Mes questions (sans reponse, malgre de nombreuses demandes sur de nombreux sites, a un bon nombre d’economistes) sont simples: la Grece ruinee avec tres peu d’actifs (les collections d’impots + les biens nationaux solvables ou non et un passif immense) peut-elle reellement (et non politiquement) emettre une monnaie? Si oui, pourquoi 50-60% de devaluation (comme annonce des presque tous les medias de Panurge) et non pas 90%? Qui voudra de la Drachme? Comment lutter contre les marches noirs et gris?
La Grece sera dans la situation d’un Etat Africain avec des CFA qui ne valent rien… Est-ce reellement faisable (et non, pas, encore, politiquement… aux yeux de ces maffieux, tout est faisable)?
Bon weekend!
@Alex Salomon
je crois (du plus profond de ma méconnaissance économique) que vous faites erreur.
une monnaie ne vaut pas Actif + patrimoine – les dettes + l’âge du chef d’Etat, la monnaie vaut ce que le marché lui attribue comme prix.

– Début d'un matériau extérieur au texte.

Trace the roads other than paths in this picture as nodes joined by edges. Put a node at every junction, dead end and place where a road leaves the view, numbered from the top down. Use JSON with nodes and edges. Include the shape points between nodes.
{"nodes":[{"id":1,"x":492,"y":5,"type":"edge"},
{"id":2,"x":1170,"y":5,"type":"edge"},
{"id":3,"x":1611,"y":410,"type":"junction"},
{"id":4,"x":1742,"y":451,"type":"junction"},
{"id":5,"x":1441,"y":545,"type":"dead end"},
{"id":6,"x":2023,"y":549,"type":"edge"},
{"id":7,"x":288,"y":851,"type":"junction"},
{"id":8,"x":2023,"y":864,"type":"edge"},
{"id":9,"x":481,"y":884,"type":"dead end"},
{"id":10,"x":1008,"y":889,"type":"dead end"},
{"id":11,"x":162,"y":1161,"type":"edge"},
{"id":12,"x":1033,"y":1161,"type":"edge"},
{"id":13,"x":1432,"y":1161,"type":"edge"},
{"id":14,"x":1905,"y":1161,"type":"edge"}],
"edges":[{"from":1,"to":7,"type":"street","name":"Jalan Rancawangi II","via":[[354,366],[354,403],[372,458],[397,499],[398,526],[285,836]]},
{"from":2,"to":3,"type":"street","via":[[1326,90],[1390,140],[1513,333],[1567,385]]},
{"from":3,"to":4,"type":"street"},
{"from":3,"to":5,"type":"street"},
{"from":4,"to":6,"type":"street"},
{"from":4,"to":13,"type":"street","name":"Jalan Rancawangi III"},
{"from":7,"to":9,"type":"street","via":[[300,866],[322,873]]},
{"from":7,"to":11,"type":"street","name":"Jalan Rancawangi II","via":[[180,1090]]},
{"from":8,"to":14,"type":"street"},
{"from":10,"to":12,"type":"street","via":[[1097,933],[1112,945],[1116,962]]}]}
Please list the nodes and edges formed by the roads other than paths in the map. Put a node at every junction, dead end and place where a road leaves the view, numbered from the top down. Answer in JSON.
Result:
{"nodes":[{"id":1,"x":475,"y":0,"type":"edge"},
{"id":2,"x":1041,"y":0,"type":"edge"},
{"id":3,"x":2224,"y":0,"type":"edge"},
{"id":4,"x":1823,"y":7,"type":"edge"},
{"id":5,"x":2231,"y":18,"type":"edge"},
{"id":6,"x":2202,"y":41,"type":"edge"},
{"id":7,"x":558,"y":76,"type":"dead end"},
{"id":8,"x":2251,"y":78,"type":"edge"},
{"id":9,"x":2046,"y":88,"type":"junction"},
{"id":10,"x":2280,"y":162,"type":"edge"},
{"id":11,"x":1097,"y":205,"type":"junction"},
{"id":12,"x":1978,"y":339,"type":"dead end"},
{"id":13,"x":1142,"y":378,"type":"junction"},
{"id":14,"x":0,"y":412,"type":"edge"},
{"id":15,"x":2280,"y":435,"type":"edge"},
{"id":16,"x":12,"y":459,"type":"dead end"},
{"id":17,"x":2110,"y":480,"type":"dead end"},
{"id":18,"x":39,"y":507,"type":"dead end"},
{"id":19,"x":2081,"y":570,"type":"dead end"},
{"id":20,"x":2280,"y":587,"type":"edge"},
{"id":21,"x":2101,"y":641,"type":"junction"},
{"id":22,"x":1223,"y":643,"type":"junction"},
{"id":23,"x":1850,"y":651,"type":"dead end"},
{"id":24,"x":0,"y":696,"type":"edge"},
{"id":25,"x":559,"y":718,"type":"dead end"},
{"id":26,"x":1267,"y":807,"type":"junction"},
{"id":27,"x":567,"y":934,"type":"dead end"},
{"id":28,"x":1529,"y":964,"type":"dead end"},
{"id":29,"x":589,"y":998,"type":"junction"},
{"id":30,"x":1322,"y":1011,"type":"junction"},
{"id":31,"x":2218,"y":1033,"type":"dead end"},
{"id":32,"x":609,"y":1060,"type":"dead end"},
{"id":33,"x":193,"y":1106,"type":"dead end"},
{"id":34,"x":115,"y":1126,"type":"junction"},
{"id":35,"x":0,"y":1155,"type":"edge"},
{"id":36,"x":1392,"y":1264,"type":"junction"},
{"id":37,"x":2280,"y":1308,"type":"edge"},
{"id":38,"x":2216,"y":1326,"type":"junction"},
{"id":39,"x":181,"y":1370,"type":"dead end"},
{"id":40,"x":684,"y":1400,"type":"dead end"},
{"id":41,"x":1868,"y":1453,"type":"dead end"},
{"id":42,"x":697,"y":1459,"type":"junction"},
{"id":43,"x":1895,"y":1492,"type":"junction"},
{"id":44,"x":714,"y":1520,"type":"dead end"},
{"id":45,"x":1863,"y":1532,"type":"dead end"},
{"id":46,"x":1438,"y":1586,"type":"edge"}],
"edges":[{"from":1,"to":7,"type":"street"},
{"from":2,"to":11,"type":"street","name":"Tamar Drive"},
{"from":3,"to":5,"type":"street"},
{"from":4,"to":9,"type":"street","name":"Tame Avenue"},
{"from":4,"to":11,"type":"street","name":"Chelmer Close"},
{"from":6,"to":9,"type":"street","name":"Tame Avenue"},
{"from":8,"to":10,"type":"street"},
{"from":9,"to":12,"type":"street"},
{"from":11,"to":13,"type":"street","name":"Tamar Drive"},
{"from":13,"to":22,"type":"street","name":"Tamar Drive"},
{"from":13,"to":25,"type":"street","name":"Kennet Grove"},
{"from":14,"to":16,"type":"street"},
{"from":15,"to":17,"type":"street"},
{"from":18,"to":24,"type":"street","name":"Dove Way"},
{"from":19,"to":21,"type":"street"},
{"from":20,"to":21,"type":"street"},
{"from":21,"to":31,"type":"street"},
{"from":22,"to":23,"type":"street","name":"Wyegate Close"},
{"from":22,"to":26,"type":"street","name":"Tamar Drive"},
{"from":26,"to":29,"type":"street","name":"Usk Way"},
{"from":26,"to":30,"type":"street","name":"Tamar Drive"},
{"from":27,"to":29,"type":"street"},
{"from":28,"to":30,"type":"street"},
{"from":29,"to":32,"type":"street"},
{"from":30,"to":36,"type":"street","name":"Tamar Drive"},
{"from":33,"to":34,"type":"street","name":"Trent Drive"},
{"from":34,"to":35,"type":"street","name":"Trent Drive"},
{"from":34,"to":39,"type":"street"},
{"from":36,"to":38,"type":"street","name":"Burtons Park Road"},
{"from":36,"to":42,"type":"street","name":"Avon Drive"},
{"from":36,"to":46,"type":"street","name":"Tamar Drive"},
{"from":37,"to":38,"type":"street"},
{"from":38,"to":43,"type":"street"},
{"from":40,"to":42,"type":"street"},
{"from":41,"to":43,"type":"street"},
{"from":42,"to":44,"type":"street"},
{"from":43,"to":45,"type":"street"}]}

L’euro ne baisse pas par rapport au dollar parce que la France a vendu les bijoux de grand-mère à vil prix, mais parce qu’un certain nombre de mecs qui en possédaient on pensé que franchement avoir des dollars c’était plus sûr.
(sous toutes réserves)
Krugman aussi donne dans la comparaison USA/EU
krugman.blogs.nytimes.com…
En clair: sans transferts monétaires directs (et non prêts), les USA aussi se poseraient des questions du style: "Doit-on garder la Floride dans l’Union?"
Dans la monnaie, il y a la monnaie centrale et la monnaie émise par les banques de second rang. La monnaie centrale ne sera pas affectée par le phénomène que vous décrivez, et il fait partie des règles "normales" de la création monétaire que la monnaie secondaire n’ait pas la même valeur de marché selon la banque émettrice. C’est vrai d’un pays à l’autre, mais aussi au sein d’un même pays entre différentes banques. C’est la cause des bank runs d’ailleurs. Il est vrai que c’est problématique.
Le cas où le gouvernement grec interviendrait pour transformer les euros dans les banques grecques en drachme serait à mon sens un acte d’agression vis-à-vis de la zone euro. Concrètement, le problème ne serait pas si différent du cas où un Etat hors zone décidait de transformer tous les euros présents sur son territoire en monnaie de singe.
Nul ne peut prévoir les errements de l’histoire, mais une telle mesure dépasse amha ce que vous envisagez dans votre article. Elle poserait la question de l’aptitude de la zone Euro de faire respecter la souveraineté de sa monnaie hors de ses frontières. Dans un cadre normal, une situation de ce genre devrait provoquer une tension diplomatique grave et probablement la disparition de relations économiques normales. Et c’est peut-être justement à cause de la gravité d’une telle initiative que la Grèce restera dans l’euro. Je ne doute pas que le pays serait au moins, et à raison, poursuivi devant les tribunaux européens par ses propres citoyens.